Some may feel uncomfortable with an ad hoc solution like this. Keep in mind that a value-at-risk measure is a practical tool. Our goal is not to develop some theoretically beautiful model for the complex dynamics of markets. All we require is a reasonable indication of market risk. The philosophy of science tells us to judge a model based on the usefulness of its predictions and not on the nature of its assumptions. If we can fix a value-at-risk measure by simply scaling its output, then there is every reason to do so.
Of course, this solution only applies if a value-at-risk measure is already sophisticated enough to capture relevant market dynamics. If a portfolio is exposed to vega risk or basis risk, and the value-at-risk measure isn’t designed to capture these, no amount of scaling of that value-at-risk measure’s output is going to solve the problem. If a Monte Carlo value-at-risk measure is so computationally intensive that there is only time for a sample of size 250 for each overnightvalue-at-risk analysis, the standard error will be enormous. Scaling the output will not solve this problem. The computations need to be streamlined—perhaps with a holdings remapping and/or variance reduction—and the sample size increased.
Tweaking a poorly designed value-at-risk measure is only going to produce another poorly designed value-at-risk measure. If a value-at-risk measure is fundamentally unsuited for the portfolio it is applied to, it needs to be fundamentally redesigned.
Some shortcomings of value-at-risk measures must be lived with. The standard UWMA and EWMA techniques for modeling covariance matrices do not address market heteroskedasticity well. As we indicated in Chapter 7, there are currently no good solutions to this problem. Today’s value-at-risk measures are slow in responding to rising market volatility. During such periods, they tend to experience clustered exceedances.
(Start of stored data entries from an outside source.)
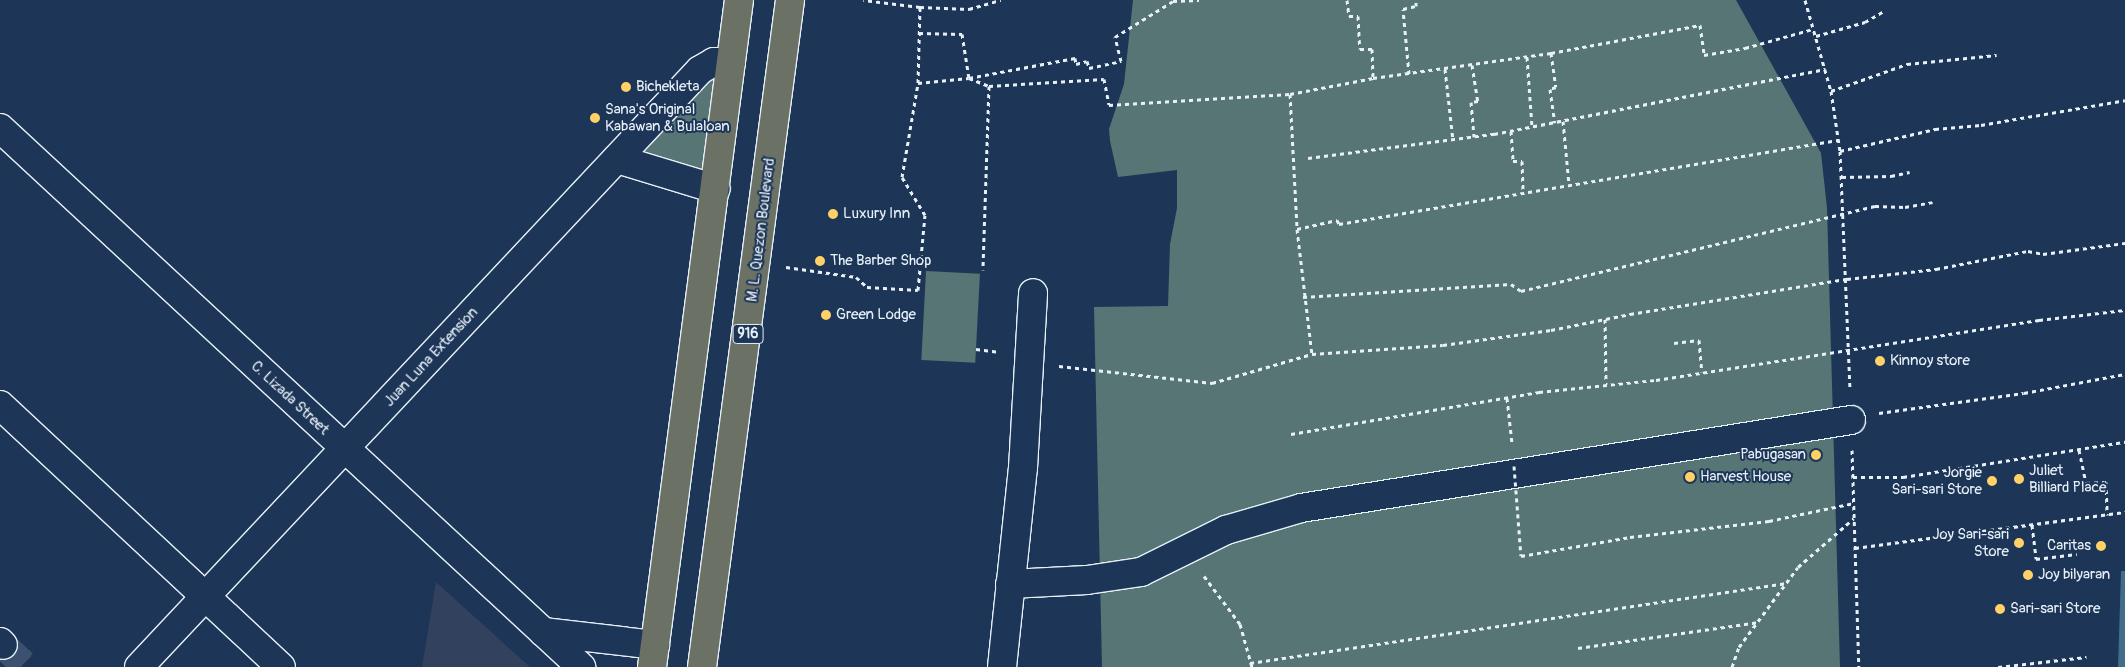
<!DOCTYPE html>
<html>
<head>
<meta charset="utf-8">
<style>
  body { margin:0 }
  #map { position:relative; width:2125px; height:667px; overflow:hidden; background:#1d3557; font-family:Pangolin,sans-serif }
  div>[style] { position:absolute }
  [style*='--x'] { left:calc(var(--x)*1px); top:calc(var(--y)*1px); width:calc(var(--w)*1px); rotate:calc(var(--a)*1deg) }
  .built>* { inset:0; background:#32415e }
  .green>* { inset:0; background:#567574; transform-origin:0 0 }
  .water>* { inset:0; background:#416d88 }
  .minor-tunnel>* { height:28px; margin-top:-14px; transform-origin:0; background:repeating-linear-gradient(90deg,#3b516f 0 28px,transparent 0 42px) }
  .path>* { height:3px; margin-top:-1.5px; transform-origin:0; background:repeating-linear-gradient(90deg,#e8f1f8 0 4px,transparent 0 8px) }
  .roads { filter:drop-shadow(1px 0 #e8f1f8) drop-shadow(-1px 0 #e8f1f8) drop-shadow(0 1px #e8f1f8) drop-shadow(0 -1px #e8f1f8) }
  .minor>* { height:28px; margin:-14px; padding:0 14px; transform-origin:14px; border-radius:14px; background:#1d3557 }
  .major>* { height:28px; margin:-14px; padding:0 14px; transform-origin:14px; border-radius:14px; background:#6b7165 }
  .path-bridge>* { height:3px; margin-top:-1.5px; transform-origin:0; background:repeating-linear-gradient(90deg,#e8f1f8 0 4px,transparent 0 8px) }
  .dots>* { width:14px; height:14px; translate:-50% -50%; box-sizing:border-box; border:2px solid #1d3557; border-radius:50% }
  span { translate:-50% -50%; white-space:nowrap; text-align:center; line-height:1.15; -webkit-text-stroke:4px #1d3557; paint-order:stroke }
  .shield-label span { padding:1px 4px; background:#1d3557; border:1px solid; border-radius:4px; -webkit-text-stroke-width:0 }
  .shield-label { font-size:14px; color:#e8f1f8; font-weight:700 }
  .poi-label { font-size:15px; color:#e8f1f8 }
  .left { translate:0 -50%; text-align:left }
  .right { translate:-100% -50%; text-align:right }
  .street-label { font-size:15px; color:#e8f1f8 }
</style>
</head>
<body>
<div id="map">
  <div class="built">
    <i style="clip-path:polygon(436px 582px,530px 667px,422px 667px)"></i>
  </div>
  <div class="green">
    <i style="clip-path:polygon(1133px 0,1736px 0,1821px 153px,1827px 208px,1840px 667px,1102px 667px,1094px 307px,1168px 306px,1170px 244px,1177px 208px,1177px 170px,1118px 177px,1110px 141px,1109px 129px,1124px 84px)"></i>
    <i style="clip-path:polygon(711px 72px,722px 75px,710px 176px,633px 158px)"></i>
    <i style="left:926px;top:271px;width:54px;height:89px;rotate:3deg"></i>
  </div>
  <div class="water">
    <i style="clip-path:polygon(2121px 571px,2125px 571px,2125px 667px,2118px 667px)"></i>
  </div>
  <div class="minor-tunnel">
    <i style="--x:3;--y:645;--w:33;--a:43"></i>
  </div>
  <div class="path">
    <i style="--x:1347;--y:0;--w:16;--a:83"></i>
    <i style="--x:1349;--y:16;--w:9;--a:0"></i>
    <i style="--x:1358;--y:16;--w:33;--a:87"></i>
    <i style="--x:1360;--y:49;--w:12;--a:0"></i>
    <i style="--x:1372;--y:49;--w:29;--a:88"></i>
    <i style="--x:1805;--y:0;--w:95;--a:74.1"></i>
    <i style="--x:1831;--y:91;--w:61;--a:81.5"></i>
    <i style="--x:1840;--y:151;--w:238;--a:87.6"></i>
    <i style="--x:920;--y:7;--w:49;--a:2.3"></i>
    <i style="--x:969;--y:9;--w:33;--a:-16"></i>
    <i style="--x:919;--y:33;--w:43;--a:1.3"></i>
    <i style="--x:962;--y:34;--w:45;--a:81"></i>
    <i style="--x:969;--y:78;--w:108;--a:-10.7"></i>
    <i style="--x:1075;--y:58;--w:6;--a:81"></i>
    <i style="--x:1076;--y:64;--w:11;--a:-15"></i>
    <i style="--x:1087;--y:61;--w:7;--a:74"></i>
    <i style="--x:1089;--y:68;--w:33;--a:-12"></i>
    <i style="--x:1121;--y:61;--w:25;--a:-104"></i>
    <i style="--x:1115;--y:37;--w:68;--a:-31.8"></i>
    <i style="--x:1173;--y:1;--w:26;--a:-2"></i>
    <i style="--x:1816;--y:36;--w:51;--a:-15.9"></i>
    <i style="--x:1865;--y:22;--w:22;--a:-30"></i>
    <i style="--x:1551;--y:53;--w:34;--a:82"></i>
    <i style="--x:1556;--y:87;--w:6;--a:162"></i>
    <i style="--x:1550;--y:89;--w:34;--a:82"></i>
    <i style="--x:1527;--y:57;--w:70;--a:85.9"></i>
    <i style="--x:1472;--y:65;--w:36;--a:81"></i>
    <i style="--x:1478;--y:101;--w:7;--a:172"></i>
    <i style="--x:1471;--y:102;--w:35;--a:85"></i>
    <i style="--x:1445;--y:69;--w:71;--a:83.6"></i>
    <i style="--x:1409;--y:74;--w:65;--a:-95.3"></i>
    <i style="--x:1403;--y:9;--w:13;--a:-13"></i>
    <i style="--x:1416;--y:6;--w:6;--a:-90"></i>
    <i style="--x:918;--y:83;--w:51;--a:-5.6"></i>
    <i style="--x:969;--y:78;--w:22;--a:22"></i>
    <i style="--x:989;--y:86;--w:184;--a:91.9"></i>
    <i style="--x:989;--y:86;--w:115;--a:-3.5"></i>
    <i style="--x:1104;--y:79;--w:26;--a:79"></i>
    <i style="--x:1109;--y:105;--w:181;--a:-3.5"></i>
    <i style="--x:1290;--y:94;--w:85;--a:-10.9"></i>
    <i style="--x:1373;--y:78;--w:180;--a:-8"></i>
    <i style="--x:1551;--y:53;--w:152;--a:-10.6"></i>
    <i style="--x:1700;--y:25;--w:30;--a:82"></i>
    <i style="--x:1704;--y:55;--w:42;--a:-9.7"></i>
    <i style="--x:1745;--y:48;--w:71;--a:-15.6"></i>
    <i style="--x:1831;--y:91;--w:81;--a:-19.6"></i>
    <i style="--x:1907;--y:64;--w:90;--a:-5.7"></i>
    <i style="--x:1290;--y:94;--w:135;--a:87"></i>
    <i style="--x:1297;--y:229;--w:126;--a:83.2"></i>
    <i style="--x:1563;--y:121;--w:64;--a:84.6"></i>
    <i style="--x:1511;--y:131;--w:30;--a:86"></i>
    <i style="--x:1513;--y:161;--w:9;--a:0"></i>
    <i style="--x:1522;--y:161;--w:32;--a:88"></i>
    <i style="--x:1840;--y:151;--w:98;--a:-13"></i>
    <i style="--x:1935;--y:129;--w:46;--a:-5"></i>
    <i style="--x:1981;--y:125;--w:146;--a:-9.8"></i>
    <i style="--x:1308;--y:158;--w:188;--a:-7.4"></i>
    <i style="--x:1494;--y:134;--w:338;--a:-11.1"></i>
    <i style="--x:1842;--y:177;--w:49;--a:-1.2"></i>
    <i style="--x:1891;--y:176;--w:19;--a:-12"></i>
    <i style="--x:1297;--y:229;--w:41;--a:-12.7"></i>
    <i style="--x:1337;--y:220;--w:4;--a:63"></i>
    <i style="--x:1339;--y:224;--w:506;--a:-9.56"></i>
    <i style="--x:786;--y:267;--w:71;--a:8.1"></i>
    <i style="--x:856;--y:277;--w:15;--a:42"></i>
    <i style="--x:867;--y:287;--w:51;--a:3.4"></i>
    <i style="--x:918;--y:290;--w:75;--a:-84.7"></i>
    <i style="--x:925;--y:215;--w:44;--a:-121.2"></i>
    <i style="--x:902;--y:177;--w:95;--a:-80.3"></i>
    <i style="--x:918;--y:83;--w:76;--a:-88.5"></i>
    <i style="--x:920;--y:7;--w:57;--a:-173"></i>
    <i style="--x:1303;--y:297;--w:208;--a:-3.6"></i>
    <i style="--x:1511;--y:284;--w:12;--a:35"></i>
    <i style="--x:1521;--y:291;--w:364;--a:-13.5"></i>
    <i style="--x:1875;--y:206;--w:30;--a:2"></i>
    <i style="--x:1905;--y:207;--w:28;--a:-10"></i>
    <i style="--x:1605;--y:319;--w:65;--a:89.1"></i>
    <i style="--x:1674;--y:343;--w:25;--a:-7"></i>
    <i style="--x:1699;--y:340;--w:32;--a:85"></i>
    <i style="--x:976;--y:349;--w:24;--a:7"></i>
    <i style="--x:1059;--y:366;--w:154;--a:6.3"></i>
    <i style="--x:1212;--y:383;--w:104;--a:-16.2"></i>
    <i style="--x:1312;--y:354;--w:131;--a:-3.9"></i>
    <i style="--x:1443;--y:345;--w:109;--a:-7.9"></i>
    <i style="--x:1551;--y:330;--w:81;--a:-11.4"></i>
    <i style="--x:1630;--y:314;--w:220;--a:-9.2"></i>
    <i style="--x:1847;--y:279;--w:90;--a:-6.4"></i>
    <i style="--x:1936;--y:269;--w:94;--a:-11.1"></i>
    <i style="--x:2028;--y:251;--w:15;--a:11"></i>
    <i style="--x:2043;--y:254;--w:83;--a:-7.6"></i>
    <i style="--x:1507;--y:398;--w:45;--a:83.7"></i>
    <i style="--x:1879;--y:413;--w:146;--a:-7.9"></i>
    <i style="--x:2024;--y:393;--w:103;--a:-10.7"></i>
    <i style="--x:1291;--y:434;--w:252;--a:-9.6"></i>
    <i style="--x:1539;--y:392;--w:118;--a:-5.9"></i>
    <i style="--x:1656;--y:380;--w:388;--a:-8.9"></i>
    <i style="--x:2039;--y:320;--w:87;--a:-6.6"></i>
    <i style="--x:1852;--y:450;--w:217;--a:88.2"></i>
    <i style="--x:2079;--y:450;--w:34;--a:78"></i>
    <i style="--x:2086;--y:483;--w:20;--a:-3"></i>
    <i style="--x:2106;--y:482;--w:33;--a:88"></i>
    <i style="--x:1853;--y:477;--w:50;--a:0"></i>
    <i style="--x:1903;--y:477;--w:225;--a:-9"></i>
    <i style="--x:2032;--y:525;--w:34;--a:83"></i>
    <i style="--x:2036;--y:559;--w:41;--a:-7"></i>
    <i style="--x:1855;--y:548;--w:272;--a:-7.6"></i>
    <i style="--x:1521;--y:556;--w:111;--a:-9.9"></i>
    <i style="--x:1630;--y:537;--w:140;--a:-6.6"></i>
    <i style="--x:1769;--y:521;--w:87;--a:-12"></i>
    <i style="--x:1204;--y:576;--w:60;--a:53.1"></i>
    <i style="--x:1240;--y:624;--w:45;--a:74.4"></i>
    <i style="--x:1578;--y:648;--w:183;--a:-8.2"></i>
    <i style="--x:1250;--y:663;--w:543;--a:-8.47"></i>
    <i style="--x:1732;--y:667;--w:21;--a:-71"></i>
    <i style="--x:1739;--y:647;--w:99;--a:-53.6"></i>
    <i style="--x:1798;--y:567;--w:74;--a:-41.2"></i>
    <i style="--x:1998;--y:667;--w:89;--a:-6.5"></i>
  </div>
  <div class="roads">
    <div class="minor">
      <i style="--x:0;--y:128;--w:793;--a:42.85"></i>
      <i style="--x:617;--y:159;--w:103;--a:16.9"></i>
      <i style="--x:0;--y:405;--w:384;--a:43"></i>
      <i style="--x:1010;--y:584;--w:77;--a:-3"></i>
      <i style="--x:1087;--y:580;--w:55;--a:-8.4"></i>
      <i style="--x:1141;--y:572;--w:95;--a:-26.3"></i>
      <i style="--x:1226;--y:530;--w:78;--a:-16.3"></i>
      <i style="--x:1301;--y:508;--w:557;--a:-9.09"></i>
      <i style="--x:543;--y:632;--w:113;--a:6.6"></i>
      <i style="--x:0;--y:642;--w:4;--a:45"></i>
      <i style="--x:139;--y:667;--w:819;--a:-46.78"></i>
      <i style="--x:700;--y:70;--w:16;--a:-30"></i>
      <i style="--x:714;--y:62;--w:17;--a:0"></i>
      <i style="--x:1002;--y:667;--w:200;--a:-84"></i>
      <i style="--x:1023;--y:468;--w:175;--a:-86.7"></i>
    </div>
    <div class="major">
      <i style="--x:652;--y:667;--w:673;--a:-82.57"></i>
      <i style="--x:702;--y:667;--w:673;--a:-82.48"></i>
    </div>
  </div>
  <div class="path-bridge">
    <i style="--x:1514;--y:466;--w:90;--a:85.6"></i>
  </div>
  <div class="dots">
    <i style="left:626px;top:87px;background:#ffd166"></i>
    <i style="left:595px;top:118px;background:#ffd166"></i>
    <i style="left:833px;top:214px;background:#ffd166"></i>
    <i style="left:820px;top:261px;background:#ffd166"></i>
    <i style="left:826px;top:315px;background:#ffd166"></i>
    <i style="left:1880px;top:361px;background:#ffd166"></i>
    <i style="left:1816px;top:455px;background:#ffd166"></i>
    <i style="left:1690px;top:477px;background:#ffd166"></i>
    <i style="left:2019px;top:479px;background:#ffd166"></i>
    <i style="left:1992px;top:481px;background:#ffd166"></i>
    <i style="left:2019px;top:543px;background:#ffd166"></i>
    <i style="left:2101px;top:546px;background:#ffd166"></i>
    <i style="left:2028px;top:575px;background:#ffd166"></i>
    <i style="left:2000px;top:609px;background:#ffd166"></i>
  </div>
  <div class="shield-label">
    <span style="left:748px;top:334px">916</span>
  </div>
  <div class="poi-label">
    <span class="left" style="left:636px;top:87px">Bichekleta</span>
    <span class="left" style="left:605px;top:118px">Sana's Original<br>Kabawan &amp; Bulaloan</span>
    <span class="left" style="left:843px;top:214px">Luxury Inn</span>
    <span class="left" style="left:830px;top:261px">The Barber Shop</span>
    <span class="left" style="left:836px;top:315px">Green Lodge</span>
    <span class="left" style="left:1890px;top:361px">Kinnoy store</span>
    <span class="right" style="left:1806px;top:455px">Pabugasan</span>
    <span class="left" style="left:2029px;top:479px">Juliet<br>Billiard Place</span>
    <span class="right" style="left:1982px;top:481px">Jorgie<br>Sari-sari Store</span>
    <span class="left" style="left:1700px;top:477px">Harvest House</span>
    <span class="right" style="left:2009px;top:543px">Joy Sari-sari<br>Store</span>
    <span class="right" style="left:2091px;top:546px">Caritas</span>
    <span class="left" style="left:2038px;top:575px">Joy bilyaran</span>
    <span class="left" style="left:2010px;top:609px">Sari-sari Store</span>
  </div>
  <div class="street-label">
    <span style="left:761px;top:230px;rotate:-83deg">M. L. Quezon Boulevard</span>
    <span style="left:431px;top:357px;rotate:-47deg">Juan Luna Extension</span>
    <span style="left:290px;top:398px;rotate:43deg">C. Lizada Street</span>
  </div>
</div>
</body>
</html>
Similarly, when volatilities decline, they again lag, and may experience few or no exceedances. These phenomena may cause a value-at-risk measure to fail an independence test. There is little that can be done about the problem.
Failure of a dirty test and not the corresponding clean test is an indication of a Type C model application problem.
14.7.6 Backtesting Other PMMRs
This chapter, like the literature, has focused on backtesting of value-at-risk measures. If you employ some other PMMR, coverage and exceedance independence tests will not apply, but it may be possible to develop tests analogous to those tests for your particular PMMR. Our recommended standard distribution and independence tests are not limited to value-at-risk. They can be applied with most PMMRs.